◆ WHAT IS REQUIRED
The word "above" may appear in some lines of the data; copy every such line.

◆ INPUT RECORDS

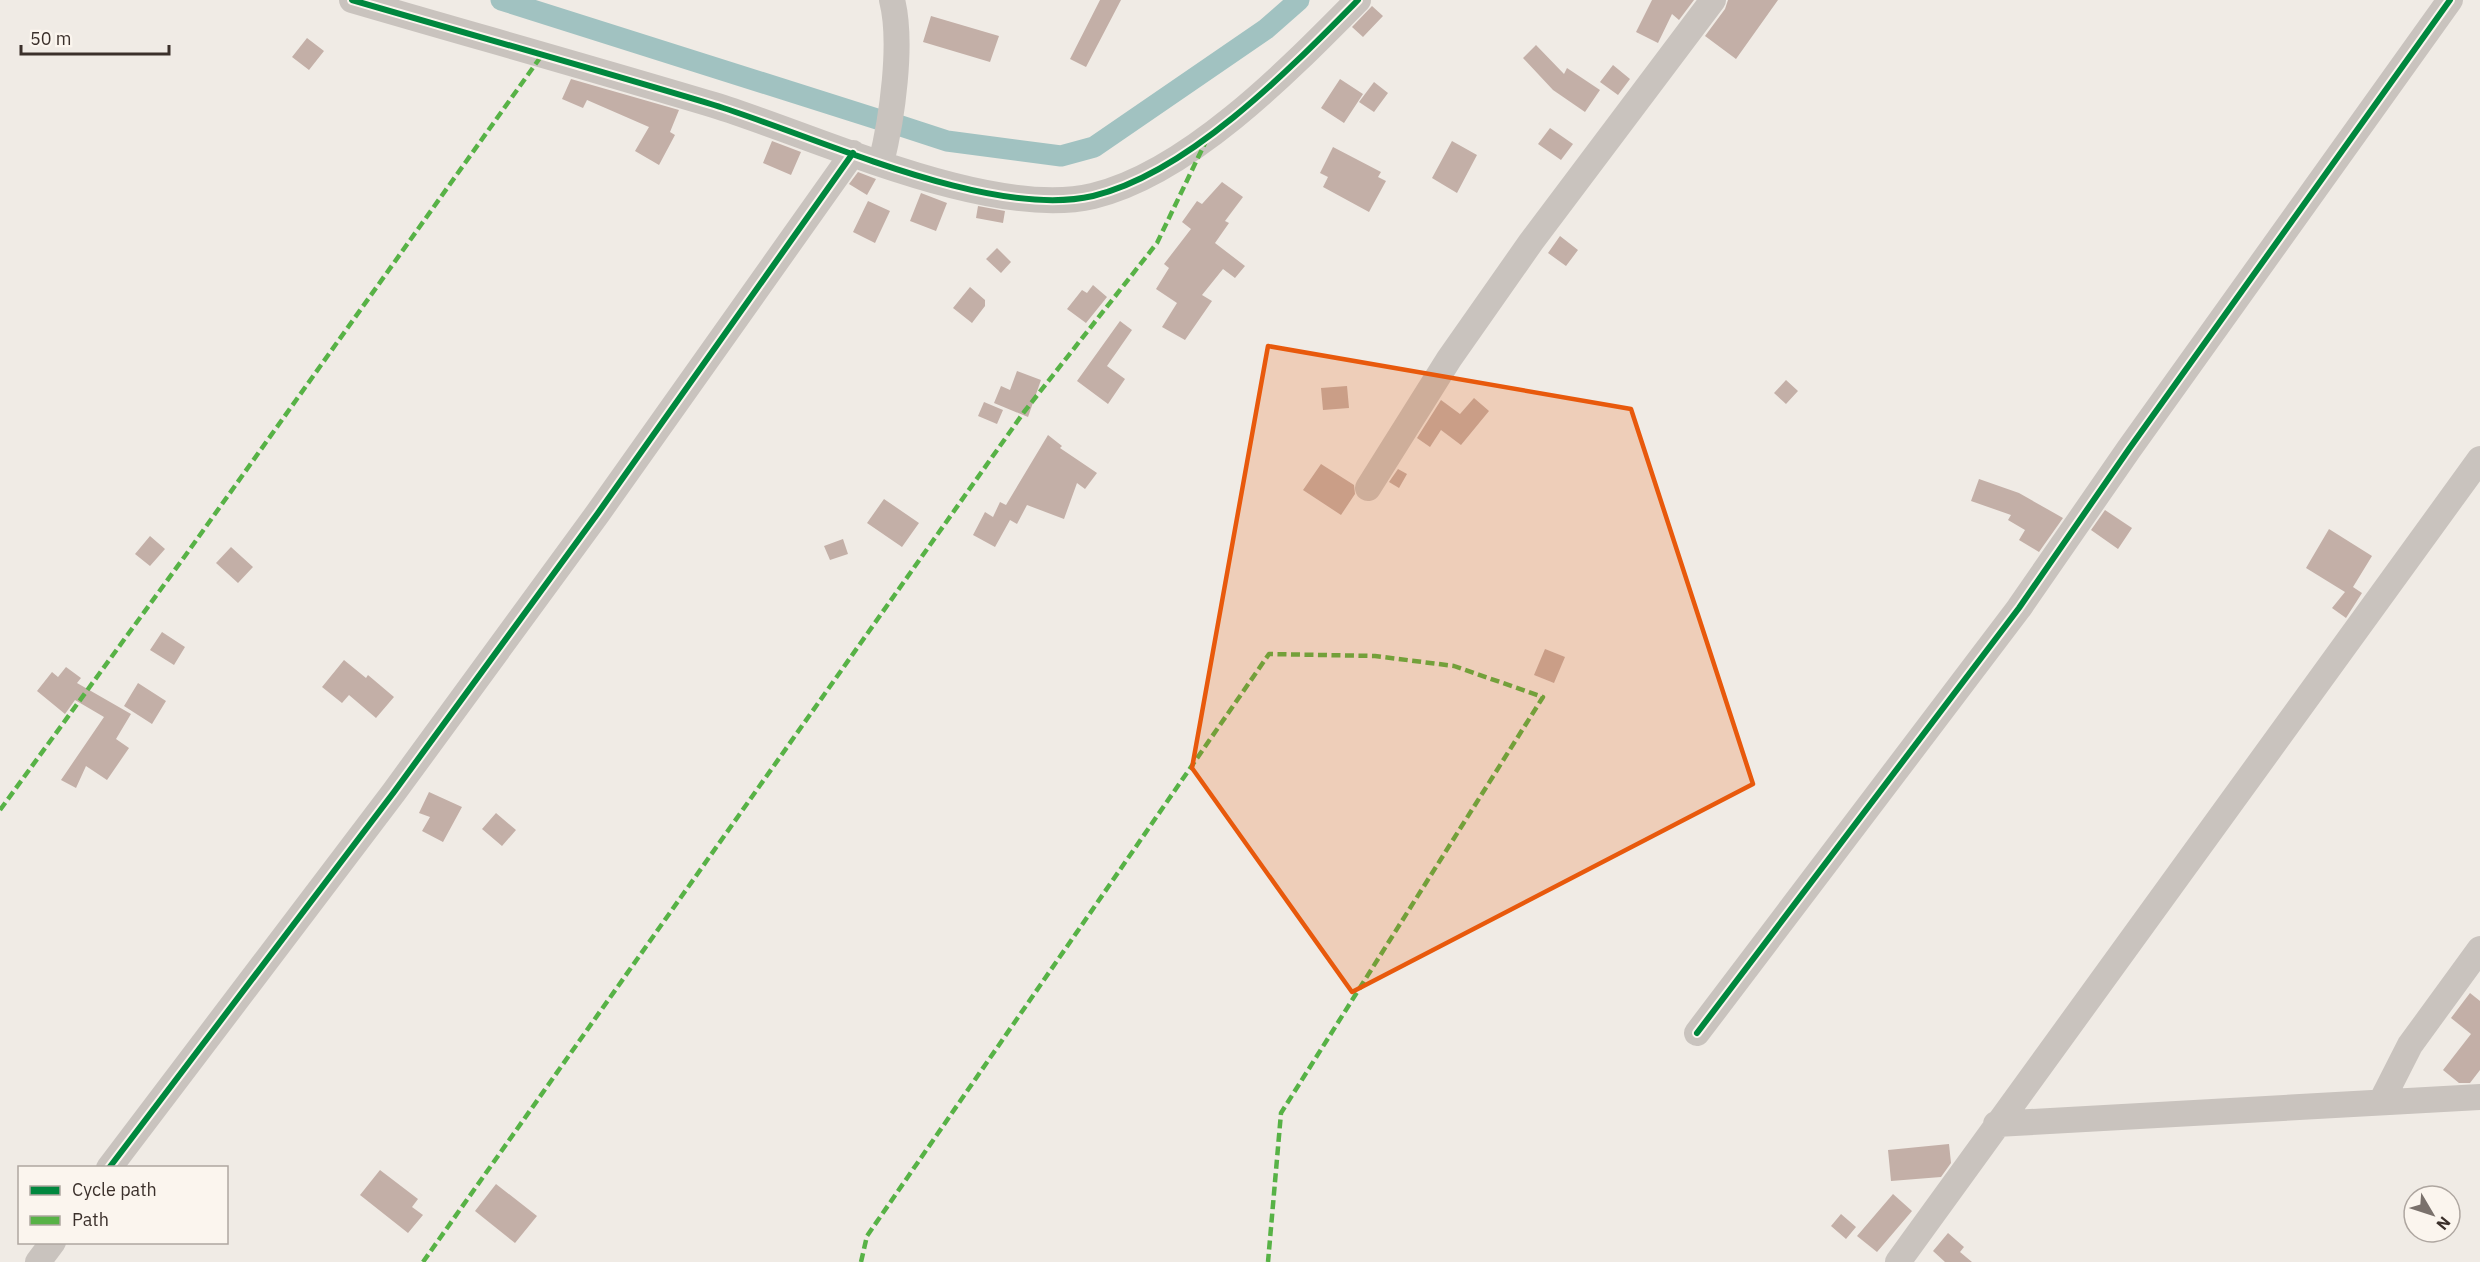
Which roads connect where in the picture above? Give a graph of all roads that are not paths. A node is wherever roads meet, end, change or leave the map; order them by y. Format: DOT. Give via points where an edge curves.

...

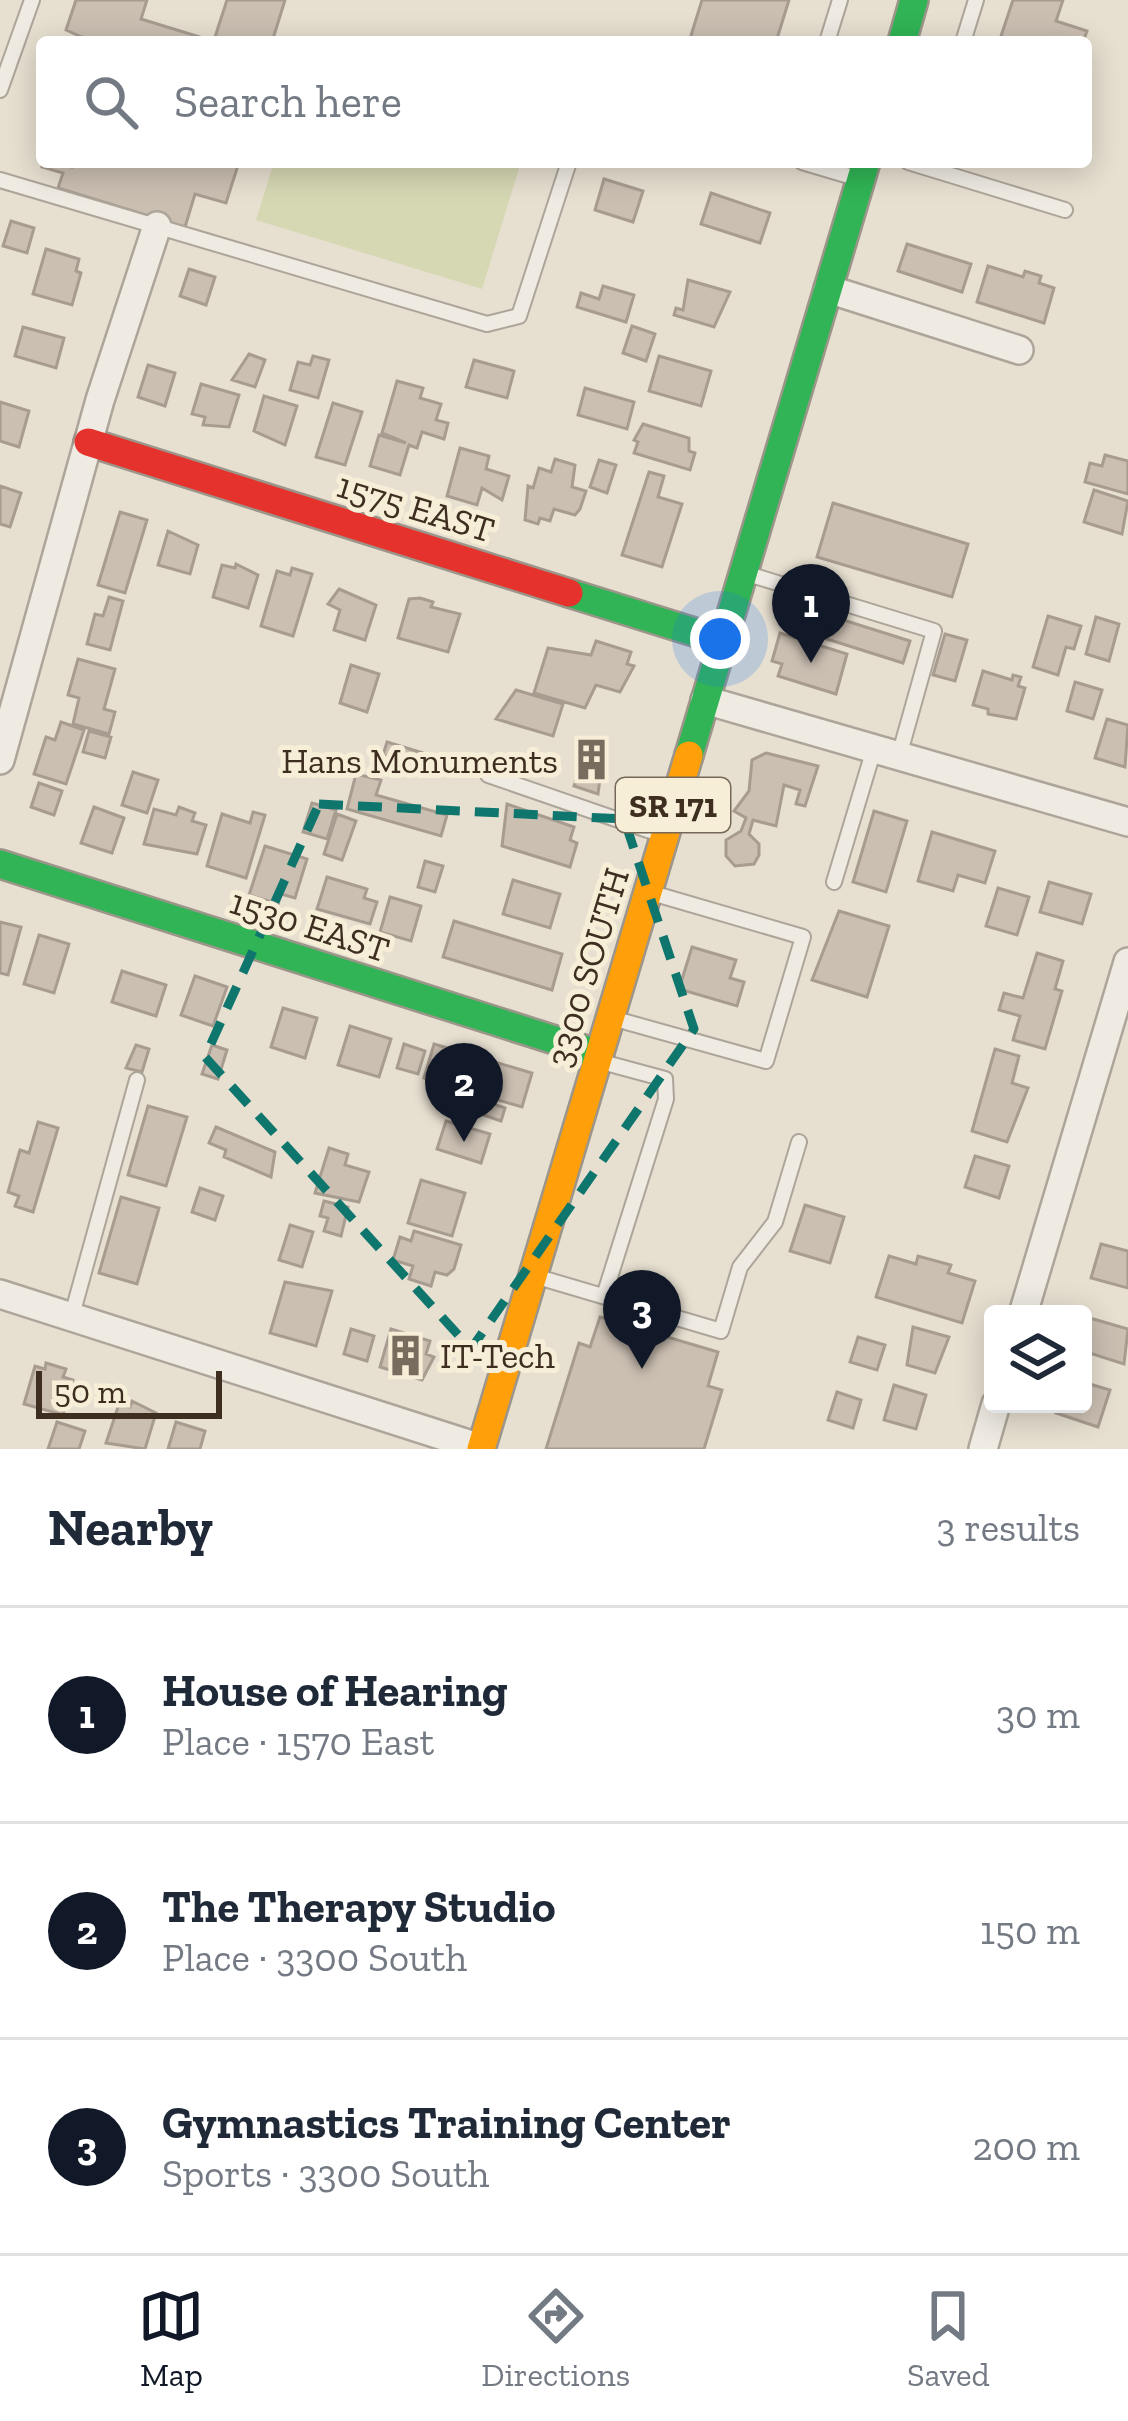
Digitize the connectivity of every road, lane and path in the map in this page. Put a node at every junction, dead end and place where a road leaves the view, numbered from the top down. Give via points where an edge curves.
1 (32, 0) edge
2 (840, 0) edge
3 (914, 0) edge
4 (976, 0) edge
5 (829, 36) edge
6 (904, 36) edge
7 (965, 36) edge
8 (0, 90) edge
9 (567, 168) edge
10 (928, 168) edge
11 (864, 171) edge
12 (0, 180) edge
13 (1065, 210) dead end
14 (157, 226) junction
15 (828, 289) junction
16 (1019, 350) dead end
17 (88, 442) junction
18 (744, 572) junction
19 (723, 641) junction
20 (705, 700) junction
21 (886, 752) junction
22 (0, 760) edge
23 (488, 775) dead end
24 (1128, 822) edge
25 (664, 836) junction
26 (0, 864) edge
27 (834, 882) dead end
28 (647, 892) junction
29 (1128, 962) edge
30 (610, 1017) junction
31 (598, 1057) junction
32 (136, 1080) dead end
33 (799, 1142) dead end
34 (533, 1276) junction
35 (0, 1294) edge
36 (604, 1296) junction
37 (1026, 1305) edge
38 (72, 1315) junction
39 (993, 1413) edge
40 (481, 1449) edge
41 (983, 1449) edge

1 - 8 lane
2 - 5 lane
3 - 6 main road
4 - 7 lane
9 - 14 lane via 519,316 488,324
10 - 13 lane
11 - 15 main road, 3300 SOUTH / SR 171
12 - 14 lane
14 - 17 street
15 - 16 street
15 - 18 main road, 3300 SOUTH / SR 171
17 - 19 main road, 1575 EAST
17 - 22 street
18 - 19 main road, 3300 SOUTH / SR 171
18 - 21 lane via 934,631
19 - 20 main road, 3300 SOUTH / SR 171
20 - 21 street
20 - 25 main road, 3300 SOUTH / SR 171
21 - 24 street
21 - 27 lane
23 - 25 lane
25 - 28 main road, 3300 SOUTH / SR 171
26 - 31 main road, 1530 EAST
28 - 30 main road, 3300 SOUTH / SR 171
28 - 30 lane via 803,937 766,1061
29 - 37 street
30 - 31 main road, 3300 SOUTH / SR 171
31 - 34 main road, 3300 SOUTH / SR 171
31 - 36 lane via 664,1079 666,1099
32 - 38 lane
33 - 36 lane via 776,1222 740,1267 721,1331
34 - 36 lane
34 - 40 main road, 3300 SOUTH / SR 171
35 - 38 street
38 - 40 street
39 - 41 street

...

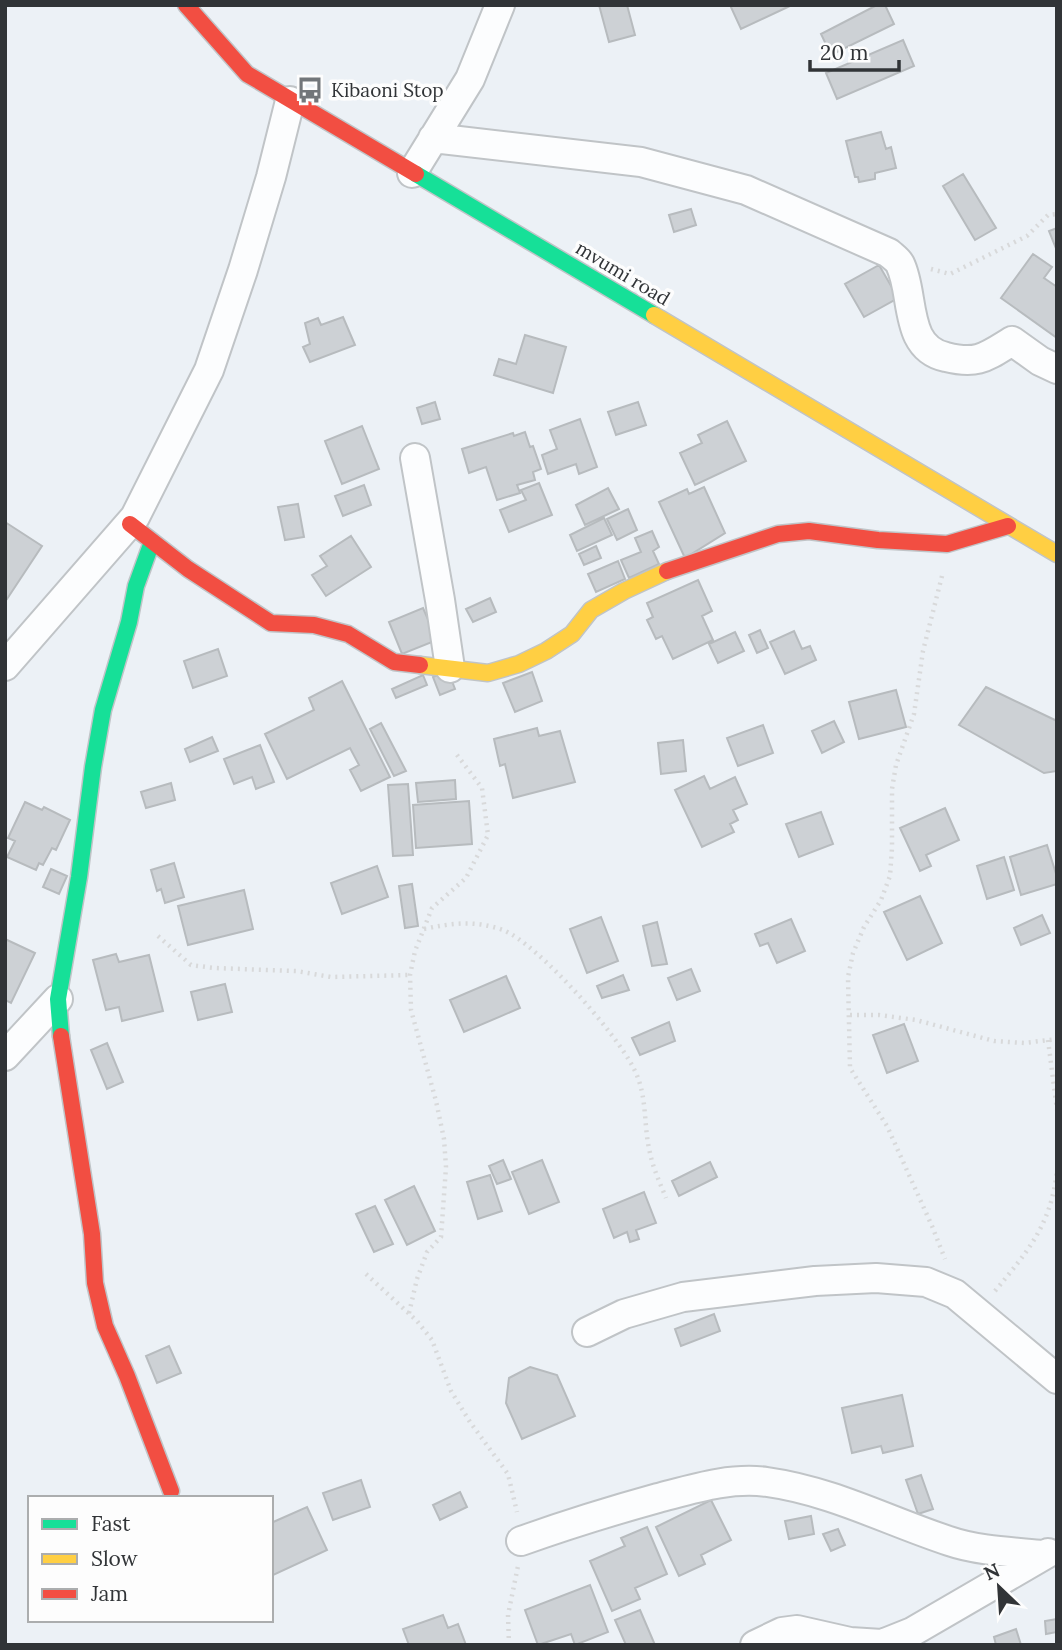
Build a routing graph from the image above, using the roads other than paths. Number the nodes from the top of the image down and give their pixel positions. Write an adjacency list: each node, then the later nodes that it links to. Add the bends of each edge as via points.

◆ FINAL ANSWER
Which roads connect where in the picture above? Give a graph of all roads that are not paths. A node is wherever roads meet, end, change or leave the map; order them by y. Format: DOT. Give via points where an edge curves.
Build a routing graph from the image above, using the roads other than paths. Number the nodes from the top of the image down and give their pixel positions. Write an adjacency list: each node, then the later nodes that it links to. Add the bends of each edge as via points.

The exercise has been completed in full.